WHAT YOU WILL DO: Copy out all lines of the material below in which "Otto" occurs.

THE RECORDS:
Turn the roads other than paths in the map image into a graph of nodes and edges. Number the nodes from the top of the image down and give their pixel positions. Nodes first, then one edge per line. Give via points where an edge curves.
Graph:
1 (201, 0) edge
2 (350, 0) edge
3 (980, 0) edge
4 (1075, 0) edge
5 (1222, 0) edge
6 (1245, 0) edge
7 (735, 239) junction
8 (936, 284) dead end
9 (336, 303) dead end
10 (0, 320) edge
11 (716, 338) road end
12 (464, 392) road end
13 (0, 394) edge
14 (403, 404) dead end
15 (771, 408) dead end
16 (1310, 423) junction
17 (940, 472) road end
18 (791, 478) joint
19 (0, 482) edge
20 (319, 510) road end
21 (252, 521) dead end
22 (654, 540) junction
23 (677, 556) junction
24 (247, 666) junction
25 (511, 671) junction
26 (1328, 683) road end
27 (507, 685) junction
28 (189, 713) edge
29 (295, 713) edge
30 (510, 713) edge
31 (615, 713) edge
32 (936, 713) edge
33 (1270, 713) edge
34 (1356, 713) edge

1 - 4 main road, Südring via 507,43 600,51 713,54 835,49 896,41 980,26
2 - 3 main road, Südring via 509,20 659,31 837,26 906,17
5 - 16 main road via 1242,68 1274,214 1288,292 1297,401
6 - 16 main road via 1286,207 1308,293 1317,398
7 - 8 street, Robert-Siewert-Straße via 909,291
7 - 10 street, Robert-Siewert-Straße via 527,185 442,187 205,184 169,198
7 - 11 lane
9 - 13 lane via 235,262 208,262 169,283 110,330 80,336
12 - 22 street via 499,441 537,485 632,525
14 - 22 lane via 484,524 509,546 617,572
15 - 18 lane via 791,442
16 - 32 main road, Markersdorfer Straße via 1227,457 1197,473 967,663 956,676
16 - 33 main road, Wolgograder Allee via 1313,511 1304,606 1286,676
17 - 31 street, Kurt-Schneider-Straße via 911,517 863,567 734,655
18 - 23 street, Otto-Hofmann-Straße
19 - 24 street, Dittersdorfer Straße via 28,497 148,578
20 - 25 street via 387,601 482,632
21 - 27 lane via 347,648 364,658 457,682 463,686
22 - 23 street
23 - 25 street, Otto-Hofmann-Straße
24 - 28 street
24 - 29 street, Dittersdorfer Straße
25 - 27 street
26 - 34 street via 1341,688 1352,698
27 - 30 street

REPLY TO THE TASK:
18 - 23 street, Otto-Hofmann-Straße
23 - 25 street, Otto-Hofmann-Straße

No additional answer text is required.